1 conduit occupied now

2 spare conduits for future use The Zayo Route 15 permits I found were mostly aerial overlash of one 864-count cable, not buried duct, except for short pull-through segments. Sources:

Corning 432-count cable: nominal OD 0.83 in:
https://ecatalog.corning.com/optical-communications/US/en/Fiber-Optic-Cables/Outdoor/Outdoor-Duct-Cables/SST-UltraRibbon-Single-Tube%2C-Gel-Free-Cable/p/432EV4-14100D53

Prysmian FlexRibbon OSP examples: 432 around 0.74–0.78 in, 864 around 0.86–1.00 in, 6912 in 2-inch duct:
https://na.prysmian.com/sites/na.prysmian.com/files/media/documents/TLS-0012B-0423_FlexRibbon%20NA%20Brochure.pdf

2-inch SDR-11 HDPE conduit dimensions around 2.375 in OD / ~1.917–1.943 in ID: https://www.buyawg.com/item/hdpe-conduit/hdpe-sdr-11-conduit/sdr-11-2


How much data speed / capacity?

A lot. The glass fiber is mostly just the path; capacity depends on the electronics at each end.

Rule of thumb for one single-mode fiber

Simple lit service

One fiber strand can carry:

  • 1 Gbps
  • 10 Gbps
  • 25 Gbps
  • 100 Gbps
  • 400 Gbps
  • 800 Gbps
  • sometimes 1.6 Tbps with newest optics

That is for one optical channel/wavelength. With DWDM / wavelength multiplexing Carriers can put many “colors” of light on the same fiber. Example:

  • 80 wavelengths × 100 Gbps = 8 Tbps
  • 80 wavelengths × 400 Gbps = 32 Tbps
  • 80 wavelengths × 800 Gbps = 64 Tbps So one fiber can carry tens of terabits per second in real carrier networks. For a pair of fibers Many long-haul systems use a fiber pair:
  • one fiber transmits east/north,
  • the other transmits west/south. So a “single circuit” may consume 2 strands. But modern bidirectional optics can also send both ways on one fiber using different wavelengths. Applied to 432 / 864 fiber cables If each strand were conservatively lit at 100 Gbps:
  • 432 fibers × 100 Gbps = 43.2 Tbps
  • 864 fibers × 100 Gbps = 86.4 Tbps

If each strand/fiber pair uses dense wavelength multiplexing, the theoretical route capacity becomes enormous — petabits per second scale across the whole cable. Human-scale comparison 1 Tbps = 1,000 Gbps.

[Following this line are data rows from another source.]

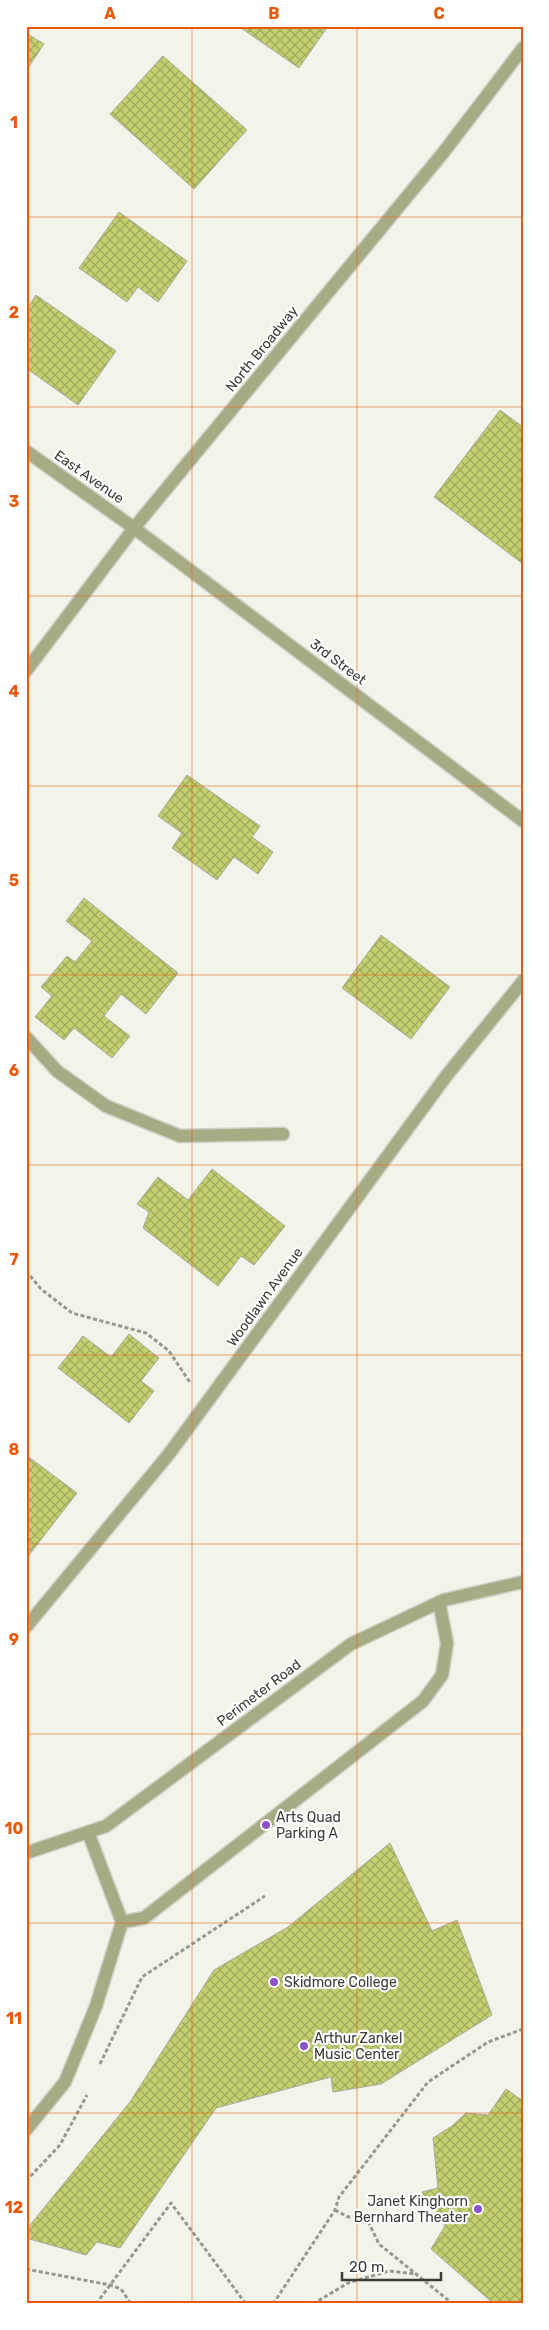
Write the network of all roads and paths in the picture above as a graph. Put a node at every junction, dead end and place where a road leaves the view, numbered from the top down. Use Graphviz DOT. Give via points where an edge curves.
graph roads {
  1 [pos="523,48"];
  2 [pos="26,451"];
  3 [pos="134,528"];
  4 [pos="26,671"];
  5 [pos="523,821"];
  6 [pos="523,981"];
  7 [pos="26,1037"];
  8 [pos="283,1134"];
  9 [pos="26,1272"];
  10 [pos="205,1405"];
  11 [pos="523,1582"];
  12 [pos="439,1602"];
  13 [pos="26,1627"];
  14 [pos="88,1832"];
  15 [pos="26,1853"];
  16 [pos="265,1896"];
  17 [pos="122,1922"];
  18 [pos="523,2029"];
  19 [pos="100,2066"];
  20 [pos="89,2090"];
  21 [pos="26,2130"];
  22 [pos="26,2181"];
  23 [pos="334,2210"];
  24 [pos="26,2270"];
  25 [pos="417,2274"];
  26 [pos="110,2285"];
  27 [pos="96,2304"];
  28 [pos="131,2304"];
  29 [pos="246,2304"];
  30 [pos="274,2304"];
  31 [pos="313,2304"];
  32 [pos="453,2304"];
  1 -- 3 [label="street, North Broadway" via="436,160"];
  2 -- 3 [label="street, East Avenue"];
  3 -- 4 [label="street, North Broadway"];
  3 -- 5 [label="street, 3rd Street"];
  6 -- 10 [label="street, Woodlawn Avenue" via="447,1076"];
  7 -- 8 [label="street" via="57,1071 106,1106 180,1136"];
  9 -- 10 [label="path" via="41,1289 72,1313 146,1333 169,1351"];
  10 -- 13 [label="street, Woodlawn Avenue" via="169,1454"];
  11 -- 12 [label="street, Perimeter Road"];
  12 -- 14 [label="street, Perimeter Road" via="351,1644 106,1826"];
  12 -- 17 [label="street" via="447,1644 442,1675 422,1701 144,1918"];
  14 -- 15 [label="street, Perimeter Road"];
  14 -- 17 [label="street"];
  16 -- 19 [label="path" via="142,1977"];
  17 -- 21 [label="street" via="96,2006 65,2082"];
  18 -- 23 [label="path" via="488,2042 428,2082 339,2196"];
  20 -- 22 [label="path" via="60,2146"];
  23 -- 25 [label="path" via="348,2217 365,2215 379,2244"];
  23 -- 30 [label="path"];
  24 -- 26 [label="path"];
  25 -- 31 [label="path" via="389,2271 348,2283"];
  25 -- 32 [label="path"];
  26 -- 27 [label="path"];
  26 -- 28 [label="path" via="121,2290"];
  26 -- 29 [label="path" via="171,2202"];
}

A single modern fiber can carry enough capacity for:

  • hundreds of thousands to millions of video streams,
  • many data centers’ worth of traffic if using DWDM,
  • far more than ordinary town/residential broadband demand. So: one fiber strand can carry from 1 Gbps to 100+ Tbps depending on optics; tens of Tbps is normal for modern backbone use.

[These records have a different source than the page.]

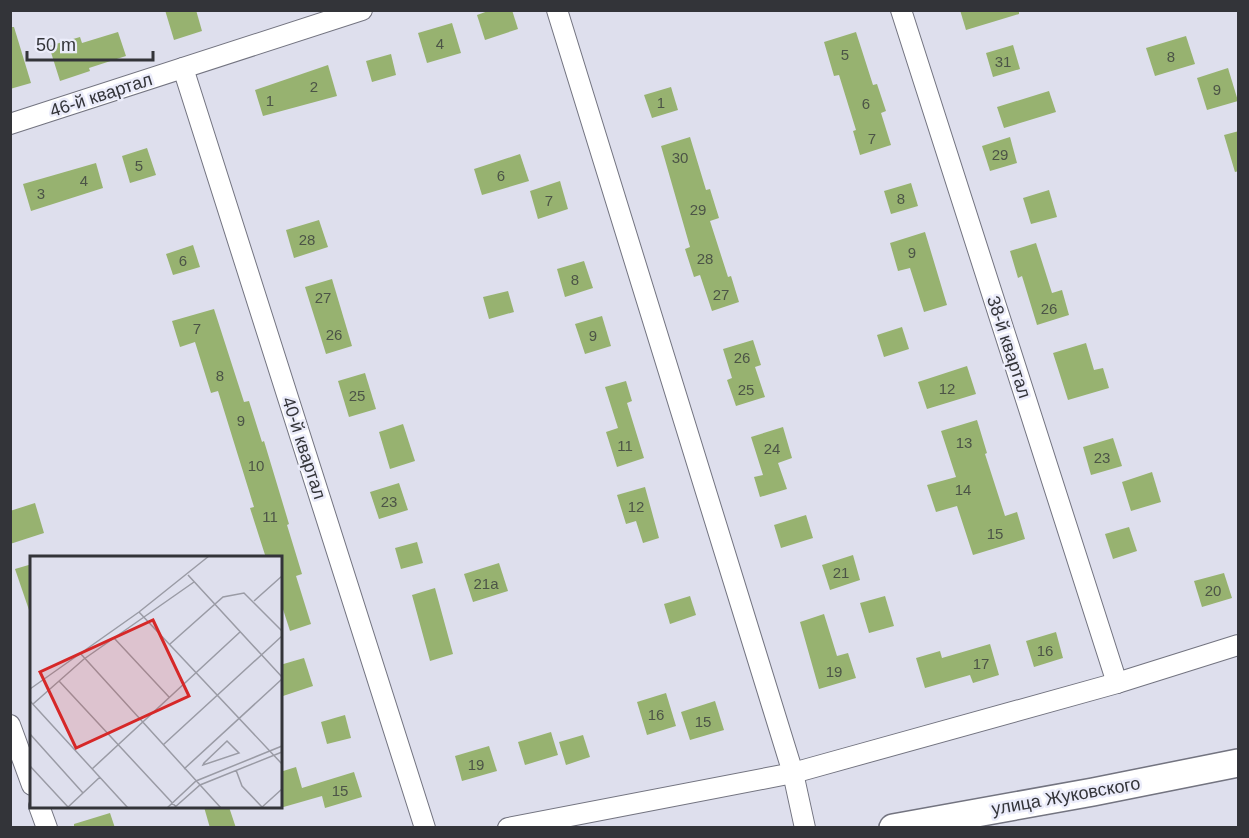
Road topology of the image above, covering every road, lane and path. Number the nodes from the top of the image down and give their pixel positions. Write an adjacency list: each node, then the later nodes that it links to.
1 (362, 10): 4 (street, 46-й квартал)
2 (557, 10): 10 (street)
3 (901, 10): 7 (street, 38-й квартал)
4 (183, 68): 5 (street, 46-й квартал); 14 (street, 40-й квартал)
5 (10, 124)
6 (1239, 645): 7 (street)
7 (1118, 683): 10 (street)
8 (10, 725): 11 (street)
9 (1239, 763): 17 (street, улица Жуковского)
10 (793, 773): 15 (street); 16 (street)
11 (30, 779)
12 (39, 808): 13 (street)
13 (47, 828)
14 (425, 828)
15 (508, 828)
16 (805, 828)
17 (893, 828)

› so an 864-fiber optic bundle can carry absurd capacity?

Yes — absurd capacity is the right intuition. An 864-fiber cable is carrier/data-center backbone scale. Even modestly lit, it is enormous:

  • At 10 Gbps per fiber: 8.64 Tbps
  • At 100 Gbps per fiber: 86.4 Tbps
  • At 400 Gbps per fiber: 345.6 Tbps
  • At 800 Gbps per fiber: 691.2 Tbps

And that is without counting dense wavelength multiplexing. With DWDM, one fiber can carry many separate optical channels, so the total theoretical capacity of an 864-strand route can reach petabit-per-second scale. Important caveat: not all strands are necessarily lit. Carriers often install huge fiber counts because:

  • most strands remain dark/spare,
  • strands are leased to different customers,
  • some are reserved for redundancy,
  • some are used for future expansion,
  • electronics are upgraded over time without replacing the cable.

So the cable itself is a massive long-term asset. The actual traffic depends on how many fibers are lit and what optics are installed. But yes: 864 fibers is not neighborhood broadband scale; it is regional backbone / hyperscale data-center scale.